Stored data
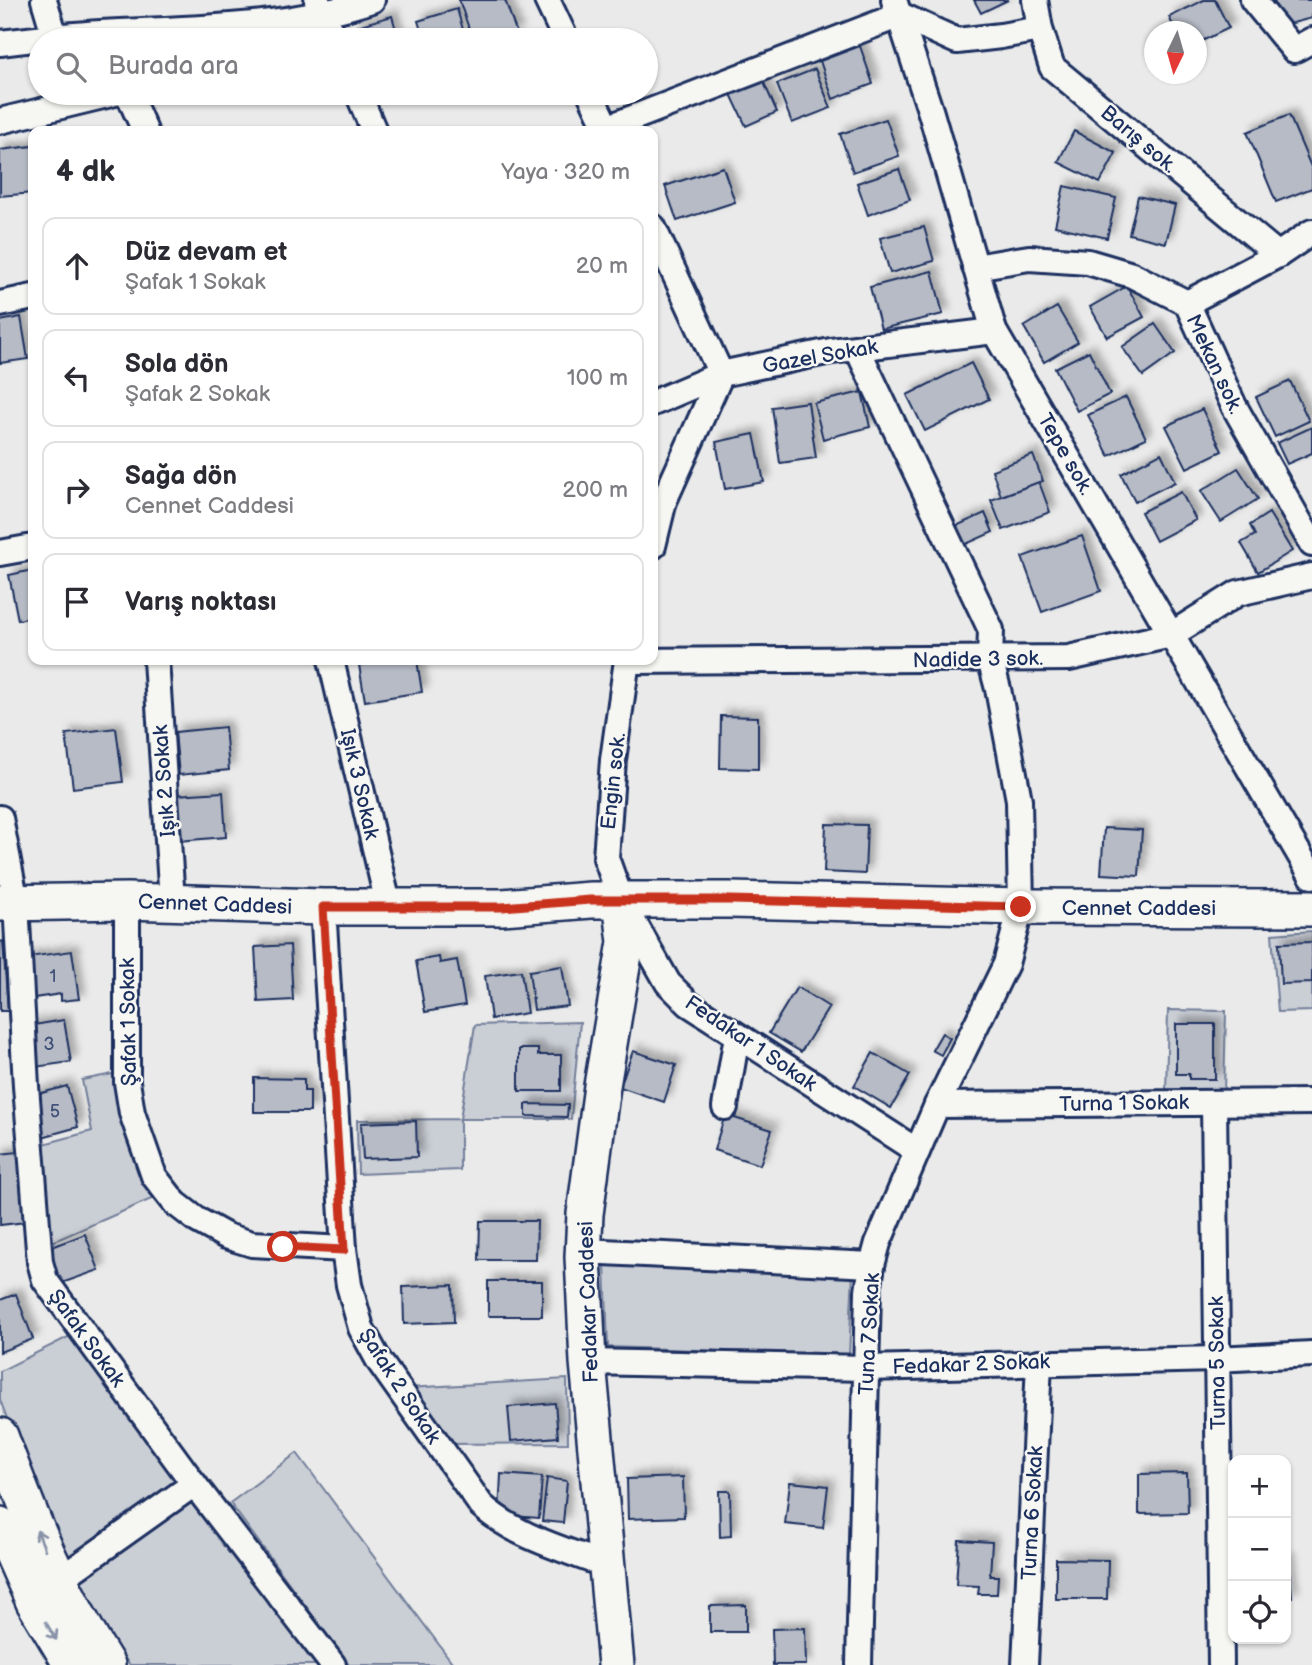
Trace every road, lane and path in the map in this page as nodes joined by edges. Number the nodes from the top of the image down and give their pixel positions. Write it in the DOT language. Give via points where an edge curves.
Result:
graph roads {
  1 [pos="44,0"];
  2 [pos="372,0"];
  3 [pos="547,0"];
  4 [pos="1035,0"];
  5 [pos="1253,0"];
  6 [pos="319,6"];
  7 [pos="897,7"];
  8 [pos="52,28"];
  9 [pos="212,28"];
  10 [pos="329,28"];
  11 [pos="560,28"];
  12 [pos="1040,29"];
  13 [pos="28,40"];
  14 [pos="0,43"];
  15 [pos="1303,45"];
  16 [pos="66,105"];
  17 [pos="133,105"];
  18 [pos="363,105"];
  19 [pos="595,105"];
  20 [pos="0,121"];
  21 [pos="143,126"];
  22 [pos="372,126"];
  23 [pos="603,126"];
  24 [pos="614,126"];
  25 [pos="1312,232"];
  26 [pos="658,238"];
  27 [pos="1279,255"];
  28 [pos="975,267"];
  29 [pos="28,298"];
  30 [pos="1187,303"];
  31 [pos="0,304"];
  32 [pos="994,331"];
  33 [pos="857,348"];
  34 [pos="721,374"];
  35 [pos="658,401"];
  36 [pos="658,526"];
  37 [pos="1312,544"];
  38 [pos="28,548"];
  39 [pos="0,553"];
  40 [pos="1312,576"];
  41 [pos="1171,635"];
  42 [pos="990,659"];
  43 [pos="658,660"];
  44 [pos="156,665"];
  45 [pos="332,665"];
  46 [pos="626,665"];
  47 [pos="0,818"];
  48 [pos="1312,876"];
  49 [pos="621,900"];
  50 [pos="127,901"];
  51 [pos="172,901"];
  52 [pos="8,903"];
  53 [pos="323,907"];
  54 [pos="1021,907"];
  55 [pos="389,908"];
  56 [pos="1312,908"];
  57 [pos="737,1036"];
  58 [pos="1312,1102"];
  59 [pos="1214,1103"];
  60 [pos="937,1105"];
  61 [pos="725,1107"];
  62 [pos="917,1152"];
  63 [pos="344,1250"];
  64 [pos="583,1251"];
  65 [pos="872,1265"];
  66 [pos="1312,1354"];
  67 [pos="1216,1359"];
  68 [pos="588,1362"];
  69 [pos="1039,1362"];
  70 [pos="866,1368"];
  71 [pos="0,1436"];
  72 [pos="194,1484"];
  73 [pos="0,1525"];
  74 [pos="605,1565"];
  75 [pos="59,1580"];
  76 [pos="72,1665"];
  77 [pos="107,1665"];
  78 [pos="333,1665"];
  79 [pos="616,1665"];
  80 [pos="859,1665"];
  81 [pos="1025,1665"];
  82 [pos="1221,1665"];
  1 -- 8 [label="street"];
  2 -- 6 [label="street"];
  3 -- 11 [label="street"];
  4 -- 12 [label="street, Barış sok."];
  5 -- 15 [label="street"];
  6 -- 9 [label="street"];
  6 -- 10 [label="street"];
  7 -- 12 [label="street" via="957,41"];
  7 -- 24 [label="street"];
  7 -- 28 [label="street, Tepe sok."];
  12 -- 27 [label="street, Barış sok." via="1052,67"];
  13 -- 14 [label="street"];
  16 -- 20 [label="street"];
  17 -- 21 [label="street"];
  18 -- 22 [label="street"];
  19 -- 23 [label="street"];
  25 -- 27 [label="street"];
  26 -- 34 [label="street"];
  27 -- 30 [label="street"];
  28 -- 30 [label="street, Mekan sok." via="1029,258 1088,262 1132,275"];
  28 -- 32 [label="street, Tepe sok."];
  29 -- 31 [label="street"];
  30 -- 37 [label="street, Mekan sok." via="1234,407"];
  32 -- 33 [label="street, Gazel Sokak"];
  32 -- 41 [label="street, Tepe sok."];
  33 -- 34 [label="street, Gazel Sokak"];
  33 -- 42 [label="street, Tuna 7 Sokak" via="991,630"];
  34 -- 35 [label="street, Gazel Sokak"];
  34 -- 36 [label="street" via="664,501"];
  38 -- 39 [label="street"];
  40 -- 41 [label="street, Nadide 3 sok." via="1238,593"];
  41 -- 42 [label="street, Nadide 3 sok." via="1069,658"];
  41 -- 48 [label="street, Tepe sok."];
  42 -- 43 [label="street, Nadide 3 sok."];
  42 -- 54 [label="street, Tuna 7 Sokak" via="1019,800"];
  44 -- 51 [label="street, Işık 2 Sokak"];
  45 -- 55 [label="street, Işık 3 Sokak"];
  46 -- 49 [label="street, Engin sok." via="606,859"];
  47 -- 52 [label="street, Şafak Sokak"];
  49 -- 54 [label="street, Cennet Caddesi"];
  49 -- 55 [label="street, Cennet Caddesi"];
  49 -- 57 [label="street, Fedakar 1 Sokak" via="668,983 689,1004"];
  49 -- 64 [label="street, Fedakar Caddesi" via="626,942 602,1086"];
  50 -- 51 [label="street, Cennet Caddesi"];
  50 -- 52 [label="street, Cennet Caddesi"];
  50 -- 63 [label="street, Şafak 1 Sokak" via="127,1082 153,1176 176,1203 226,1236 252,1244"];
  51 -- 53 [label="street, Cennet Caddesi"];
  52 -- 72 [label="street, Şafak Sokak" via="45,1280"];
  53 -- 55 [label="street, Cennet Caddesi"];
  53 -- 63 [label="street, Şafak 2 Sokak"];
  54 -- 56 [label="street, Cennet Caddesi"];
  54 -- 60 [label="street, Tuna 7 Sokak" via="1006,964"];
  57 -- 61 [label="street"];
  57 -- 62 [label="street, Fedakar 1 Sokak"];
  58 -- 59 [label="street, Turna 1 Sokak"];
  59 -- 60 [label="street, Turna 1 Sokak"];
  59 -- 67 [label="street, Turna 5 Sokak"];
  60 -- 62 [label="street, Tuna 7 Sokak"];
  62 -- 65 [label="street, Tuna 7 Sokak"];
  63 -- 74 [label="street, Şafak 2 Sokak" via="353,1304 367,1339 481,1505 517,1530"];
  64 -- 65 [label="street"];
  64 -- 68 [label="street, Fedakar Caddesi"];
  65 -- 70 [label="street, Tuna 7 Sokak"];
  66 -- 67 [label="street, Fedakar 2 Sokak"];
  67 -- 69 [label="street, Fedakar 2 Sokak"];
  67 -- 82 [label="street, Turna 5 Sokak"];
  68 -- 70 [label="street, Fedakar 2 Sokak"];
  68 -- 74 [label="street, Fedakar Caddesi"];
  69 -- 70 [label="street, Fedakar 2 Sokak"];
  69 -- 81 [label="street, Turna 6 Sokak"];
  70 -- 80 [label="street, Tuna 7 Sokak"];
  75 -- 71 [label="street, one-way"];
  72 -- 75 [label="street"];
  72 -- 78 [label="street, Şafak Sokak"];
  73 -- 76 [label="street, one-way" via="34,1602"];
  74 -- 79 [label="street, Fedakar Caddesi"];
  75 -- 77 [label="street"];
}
==
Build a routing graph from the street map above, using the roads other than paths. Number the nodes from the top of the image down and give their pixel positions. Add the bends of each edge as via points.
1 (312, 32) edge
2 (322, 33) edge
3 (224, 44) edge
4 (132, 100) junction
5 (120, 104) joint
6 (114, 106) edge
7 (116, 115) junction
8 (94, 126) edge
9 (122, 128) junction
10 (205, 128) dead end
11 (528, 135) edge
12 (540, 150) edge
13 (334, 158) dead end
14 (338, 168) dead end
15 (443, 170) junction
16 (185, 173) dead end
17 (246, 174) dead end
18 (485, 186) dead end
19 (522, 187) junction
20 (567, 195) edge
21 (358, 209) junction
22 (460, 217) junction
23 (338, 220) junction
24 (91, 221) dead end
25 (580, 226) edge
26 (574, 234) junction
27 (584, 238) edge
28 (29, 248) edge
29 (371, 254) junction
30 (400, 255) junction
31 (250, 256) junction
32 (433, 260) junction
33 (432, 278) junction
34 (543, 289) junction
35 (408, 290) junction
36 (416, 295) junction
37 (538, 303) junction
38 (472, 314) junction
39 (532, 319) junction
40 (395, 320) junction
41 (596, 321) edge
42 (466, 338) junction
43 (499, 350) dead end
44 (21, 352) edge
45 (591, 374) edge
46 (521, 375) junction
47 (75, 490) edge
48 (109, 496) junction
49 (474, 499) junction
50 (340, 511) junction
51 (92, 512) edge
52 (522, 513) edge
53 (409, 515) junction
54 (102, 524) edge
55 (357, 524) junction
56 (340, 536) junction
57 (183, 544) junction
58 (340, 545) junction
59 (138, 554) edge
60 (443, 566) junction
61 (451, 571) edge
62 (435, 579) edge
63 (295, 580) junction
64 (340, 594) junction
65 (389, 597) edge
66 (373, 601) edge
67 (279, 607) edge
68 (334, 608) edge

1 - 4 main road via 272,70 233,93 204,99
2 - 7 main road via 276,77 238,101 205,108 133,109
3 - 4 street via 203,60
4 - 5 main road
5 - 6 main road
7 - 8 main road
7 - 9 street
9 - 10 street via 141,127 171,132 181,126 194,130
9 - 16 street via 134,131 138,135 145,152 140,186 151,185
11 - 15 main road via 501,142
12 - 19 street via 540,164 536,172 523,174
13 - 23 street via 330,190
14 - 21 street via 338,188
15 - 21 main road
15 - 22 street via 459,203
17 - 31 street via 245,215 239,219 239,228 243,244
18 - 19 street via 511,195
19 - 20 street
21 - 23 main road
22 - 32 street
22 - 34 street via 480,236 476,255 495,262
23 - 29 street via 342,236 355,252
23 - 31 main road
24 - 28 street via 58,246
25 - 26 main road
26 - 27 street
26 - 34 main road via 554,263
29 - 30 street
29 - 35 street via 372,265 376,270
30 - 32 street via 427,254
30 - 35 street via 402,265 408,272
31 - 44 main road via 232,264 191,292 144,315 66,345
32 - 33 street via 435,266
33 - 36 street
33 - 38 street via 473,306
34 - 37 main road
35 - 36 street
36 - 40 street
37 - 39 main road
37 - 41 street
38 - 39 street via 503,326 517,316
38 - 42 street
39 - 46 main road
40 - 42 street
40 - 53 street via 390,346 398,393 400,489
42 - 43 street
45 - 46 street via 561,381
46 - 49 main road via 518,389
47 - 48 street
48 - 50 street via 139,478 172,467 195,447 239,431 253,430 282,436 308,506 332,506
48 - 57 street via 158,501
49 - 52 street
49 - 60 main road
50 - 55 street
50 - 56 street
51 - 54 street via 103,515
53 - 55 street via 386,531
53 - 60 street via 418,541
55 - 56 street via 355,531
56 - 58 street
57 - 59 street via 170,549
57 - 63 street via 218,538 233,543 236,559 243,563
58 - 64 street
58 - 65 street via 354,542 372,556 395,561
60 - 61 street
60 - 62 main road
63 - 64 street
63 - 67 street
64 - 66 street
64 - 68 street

== Task prompt ==
A single figure, the number of lines above with the word "Şafak", is the whole answer.

== Answer to this exercise ==
6